OS Hacking and more.

10.15.2008

Workaround for the 1TB disk in OpenSolaris

Recently it came to my attention that OpenSolaris has a bug by which it does not support disks greater than or equal to 1TB in size, a result of a label reading problem that causes Solaris to read the disk geometry wrong. This occurs for disks with the SMI labeling scheme, and therefore renders those disks incompatible with OpenSolaris.
I've found a workaround for this problem:
It turns out that EFI labeling doesn't have the same issue in OpenSolaris, ie the disks work fine under EFI labeling. So if we use EFI labeling instead of SMI, we can get Solaris to recognize the disk correctly. Only problem with this is that you won't be able to boot off that disk with EFI labeling and a standard OpenSolaris boot(ZFS or UFS).
Got a fix for that too!
Following the steps for my OpenSolaris live boot, you can create a small usb drive/flash memory device with just kernel, microroot image, and GRUB, and boot from that drive.
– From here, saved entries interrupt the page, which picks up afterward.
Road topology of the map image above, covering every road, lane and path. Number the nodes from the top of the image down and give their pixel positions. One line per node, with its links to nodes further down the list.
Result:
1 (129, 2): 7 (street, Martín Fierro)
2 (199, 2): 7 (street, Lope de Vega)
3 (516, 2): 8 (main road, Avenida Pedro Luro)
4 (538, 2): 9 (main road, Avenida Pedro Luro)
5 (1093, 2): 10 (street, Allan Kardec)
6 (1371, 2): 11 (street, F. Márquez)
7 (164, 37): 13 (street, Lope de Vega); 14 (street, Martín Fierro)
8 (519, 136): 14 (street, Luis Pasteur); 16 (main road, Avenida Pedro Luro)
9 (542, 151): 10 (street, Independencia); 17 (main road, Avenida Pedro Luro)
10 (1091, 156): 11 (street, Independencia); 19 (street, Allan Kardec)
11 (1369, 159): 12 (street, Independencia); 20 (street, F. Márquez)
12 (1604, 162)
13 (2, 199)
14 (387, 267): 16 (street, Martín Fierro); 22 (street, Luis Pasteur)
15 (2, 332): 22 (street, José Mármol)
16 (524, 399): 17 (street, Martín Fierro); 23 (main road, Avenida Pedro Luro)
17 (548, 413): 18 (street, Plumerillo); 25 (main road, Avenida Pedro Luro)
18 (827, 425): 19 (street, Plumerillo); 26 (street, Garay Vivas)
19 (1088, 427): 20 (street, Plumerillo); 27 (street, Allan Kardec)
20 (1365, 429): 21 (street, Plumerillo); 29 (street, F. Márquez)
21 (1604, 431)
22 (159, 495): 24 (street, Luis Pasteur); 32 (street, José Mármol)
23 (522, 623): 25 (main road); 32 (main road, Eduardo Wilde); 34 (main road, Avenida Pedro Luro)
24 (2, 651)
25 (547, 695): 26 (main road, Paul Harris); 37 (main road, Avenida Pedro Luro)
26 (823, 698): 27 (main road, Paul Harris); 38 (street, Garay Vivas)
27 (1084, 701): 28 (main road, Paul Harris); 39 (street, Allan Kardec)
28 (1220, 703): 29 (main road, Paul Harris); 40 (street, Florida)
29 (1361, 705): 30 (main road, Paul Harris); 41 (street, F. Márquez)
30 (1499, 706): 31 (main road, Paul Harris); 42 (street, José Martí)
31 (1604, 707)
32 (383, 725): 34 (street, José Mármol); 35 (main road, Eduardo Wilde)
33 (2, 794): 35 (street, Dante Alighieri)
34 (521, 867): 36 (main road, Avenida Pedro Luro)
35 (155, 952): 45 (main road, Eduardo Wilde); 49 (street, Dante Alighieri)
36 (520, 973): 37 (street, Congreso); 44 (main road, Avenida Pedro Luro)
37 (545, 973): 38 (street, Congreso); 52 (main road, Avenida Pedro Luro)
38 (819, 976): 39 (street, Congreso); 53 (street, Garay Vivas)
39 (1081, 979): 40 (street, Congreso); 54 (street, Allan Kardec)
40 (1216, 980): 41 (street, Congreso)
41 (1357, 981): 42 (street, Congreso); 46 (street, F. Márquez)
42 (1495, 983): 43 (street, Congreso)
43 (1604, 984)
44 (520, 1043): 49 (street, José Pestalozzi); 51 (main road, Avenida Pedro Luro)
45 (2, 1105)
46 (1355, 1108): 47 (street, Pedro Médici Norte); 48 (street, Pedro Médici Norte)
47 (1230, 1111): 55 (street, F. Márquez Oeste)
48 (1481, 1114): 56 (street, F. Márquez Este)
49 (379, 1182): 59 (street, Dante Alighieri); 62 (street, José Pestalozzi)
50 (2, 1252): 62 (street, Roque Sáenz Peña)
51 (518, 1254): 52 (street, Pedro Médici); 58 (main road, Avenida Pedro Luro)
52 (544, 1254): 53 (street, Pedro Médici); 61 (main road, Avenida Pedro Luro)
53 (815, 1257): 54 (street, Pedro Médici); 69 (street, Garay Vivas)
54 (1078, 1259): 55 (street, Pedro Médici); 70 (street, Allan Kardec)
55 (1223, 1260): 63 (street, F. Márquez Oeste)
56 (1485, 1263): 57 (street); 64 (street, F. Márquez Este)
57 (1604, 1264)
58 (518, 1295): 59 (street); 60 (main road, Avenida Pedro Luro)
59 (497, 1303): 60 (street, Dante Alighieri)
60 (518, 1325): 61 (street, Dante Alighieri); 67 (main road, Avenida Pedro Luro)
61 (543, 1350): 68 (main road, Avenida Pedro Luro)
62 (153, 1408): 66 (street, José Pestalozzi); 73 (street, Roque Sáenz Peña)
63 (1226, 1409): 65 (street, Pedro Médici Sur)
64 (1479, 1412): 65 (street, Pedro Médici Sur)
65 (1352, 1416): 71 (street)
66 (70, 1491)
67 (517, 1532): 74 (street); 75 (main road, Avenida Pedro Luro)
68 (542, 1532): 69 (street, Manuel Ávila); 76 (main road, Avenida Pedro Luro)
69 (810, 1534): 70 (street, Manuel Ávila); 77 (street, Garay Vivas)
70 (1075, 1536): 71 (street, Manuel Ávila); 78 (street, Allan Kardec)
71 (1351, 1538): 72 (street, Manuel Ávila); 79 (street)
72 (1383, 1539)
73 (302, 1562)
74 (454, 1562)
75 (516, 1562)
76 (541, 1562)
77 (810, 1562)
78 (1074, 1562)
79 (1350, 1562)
That boot will recognize the huge disk and mount it as the root filesystem, allowing you to continue the boot normally from there. So there's a bit of hardware involved this way, but you really only need a 128mb flash drive, and you can get one of those for less than a dollar(US).
So, howto?
Follow my procedure for the ZFS live boot, but really focus on the creation/alteration of the microroot. Copy the microroot and kernel to the usb drive(UFS or even FAT) and install GRUB. Make sure to have a working menu.lst(it just needs kernel & module & title -- no ZFS here).
Then using a Mac or FreeBSD(or other ZFS-capable OS), format the big disk with an EFI label and ZFS. You can then follow my procedure for the rapid upgrade of an OpenSolaris install to get OpenSolaris on the big disk. I know this is a bit roundabout, but you wanted that 1-2TB disk right?
Now, you should be able to boot from the USB drive, and then it should then boot and chroot to your super drive...DONE~!